**Data to examine:**
*** Begin section ***

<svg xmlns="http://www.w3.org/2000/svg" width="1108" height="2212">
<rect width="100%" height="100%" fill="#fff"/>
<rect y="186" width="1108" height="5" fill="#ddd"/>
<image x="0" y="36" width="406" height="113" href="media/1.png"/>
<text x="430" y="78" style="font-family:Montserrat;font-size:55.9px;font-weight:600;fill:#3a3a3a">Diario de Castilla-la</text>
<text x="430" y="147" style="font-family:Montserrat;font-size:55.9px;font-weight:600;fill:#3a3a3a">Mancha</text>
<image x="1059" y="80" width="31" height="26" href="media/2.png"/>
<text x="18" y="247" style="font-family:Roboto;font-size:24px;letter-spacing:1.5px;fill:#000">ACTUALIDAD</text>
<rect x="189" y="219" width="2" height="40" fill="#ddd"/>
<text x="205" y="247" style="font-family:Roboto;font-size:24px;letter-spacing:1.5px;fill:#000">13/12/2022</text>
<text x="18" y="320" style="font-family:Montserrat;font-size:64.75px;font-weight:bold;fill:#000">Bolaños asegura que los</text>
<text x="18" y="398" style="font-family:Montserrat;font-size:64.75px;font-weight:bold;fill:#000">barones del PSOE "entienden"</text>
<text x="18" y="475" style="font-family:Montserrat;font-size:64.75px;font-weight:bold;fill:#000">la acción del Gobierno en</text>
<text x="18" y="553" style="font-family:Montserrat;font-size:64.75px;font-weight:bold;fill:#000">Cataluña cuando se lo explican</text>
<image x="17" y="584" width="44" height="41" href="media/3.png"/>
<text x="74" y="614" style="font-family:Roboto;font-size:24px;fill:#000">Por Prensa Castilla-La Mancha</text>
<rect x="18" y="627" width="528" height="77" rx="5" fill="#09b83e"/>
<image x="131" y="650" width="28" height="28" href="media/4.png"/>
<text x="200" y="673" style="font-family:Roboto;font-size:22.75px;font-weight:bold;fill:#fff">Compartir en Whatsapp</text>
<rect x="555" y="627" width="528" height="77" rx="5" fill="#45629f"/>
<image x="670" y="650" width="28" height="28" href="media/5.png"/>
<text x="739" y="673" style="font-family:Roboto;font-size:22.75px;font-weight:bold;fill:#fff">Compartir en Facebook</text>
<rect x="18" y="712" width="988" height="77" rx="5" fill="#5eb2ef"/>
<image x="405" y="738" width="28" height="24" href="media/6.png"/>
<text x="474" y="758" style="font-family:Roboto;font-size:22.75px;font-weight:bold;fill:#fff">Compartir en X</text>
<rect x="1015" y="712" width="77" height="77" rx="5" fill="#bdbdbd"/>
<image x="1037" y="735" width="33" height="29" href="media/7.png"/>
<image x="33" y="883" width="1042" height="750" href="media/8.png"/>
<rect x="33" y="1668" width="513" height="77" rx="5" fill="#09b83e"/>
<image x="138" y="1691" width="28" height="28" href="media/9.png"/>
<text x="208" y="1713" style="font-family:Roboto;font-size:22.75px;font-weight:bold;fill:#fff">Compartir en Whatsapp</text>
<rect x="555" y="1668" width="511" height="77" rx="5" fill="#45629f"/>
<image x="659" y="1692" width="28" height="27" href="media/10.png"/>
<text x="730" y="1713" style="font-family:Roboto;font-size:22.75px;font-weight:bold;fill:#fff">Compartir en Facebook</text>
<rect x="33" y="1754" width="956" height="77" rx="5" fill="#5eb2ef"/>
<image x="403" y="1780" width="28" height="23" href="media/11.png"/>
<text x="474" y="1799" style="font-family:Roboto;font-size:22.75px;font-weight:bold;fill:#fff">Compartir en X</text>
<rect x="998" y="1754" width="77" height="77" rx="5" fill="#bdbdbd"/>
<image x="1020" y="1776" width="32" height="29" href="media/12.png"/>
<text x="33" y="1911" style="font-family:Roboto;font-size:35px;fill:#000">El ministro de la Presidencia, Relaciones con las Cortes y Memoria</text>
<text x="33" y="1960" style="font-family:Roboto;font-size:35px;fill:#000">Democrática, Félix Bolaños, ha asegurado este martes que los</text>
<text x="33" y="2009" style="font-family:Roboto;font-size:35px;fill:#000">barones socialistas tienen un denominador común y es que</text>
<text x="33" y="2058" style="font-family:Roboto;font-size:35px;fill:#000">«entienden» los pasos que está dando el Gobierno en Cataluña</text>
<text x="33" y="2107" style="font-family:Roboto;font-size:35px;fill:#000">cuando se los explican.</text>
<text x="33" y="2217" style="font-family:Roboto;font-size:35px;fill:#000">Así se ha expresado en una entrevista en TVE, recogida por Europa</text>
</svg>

*** End section ***

**Work required:** Where a line of the material above holds the string "Facebook", copy that line.

**Worked solution:**
<text x="739" y="673" style="font-family:Roboto;font-size:22.75px;font-weight:bold;fill:#fff">Compartir en Facebook</text>
<text x="730" y="1713" style="font-family:Roboto;font-size:22.75px;font-weight:bold;fill:#fff">Compartir en Facebook</text>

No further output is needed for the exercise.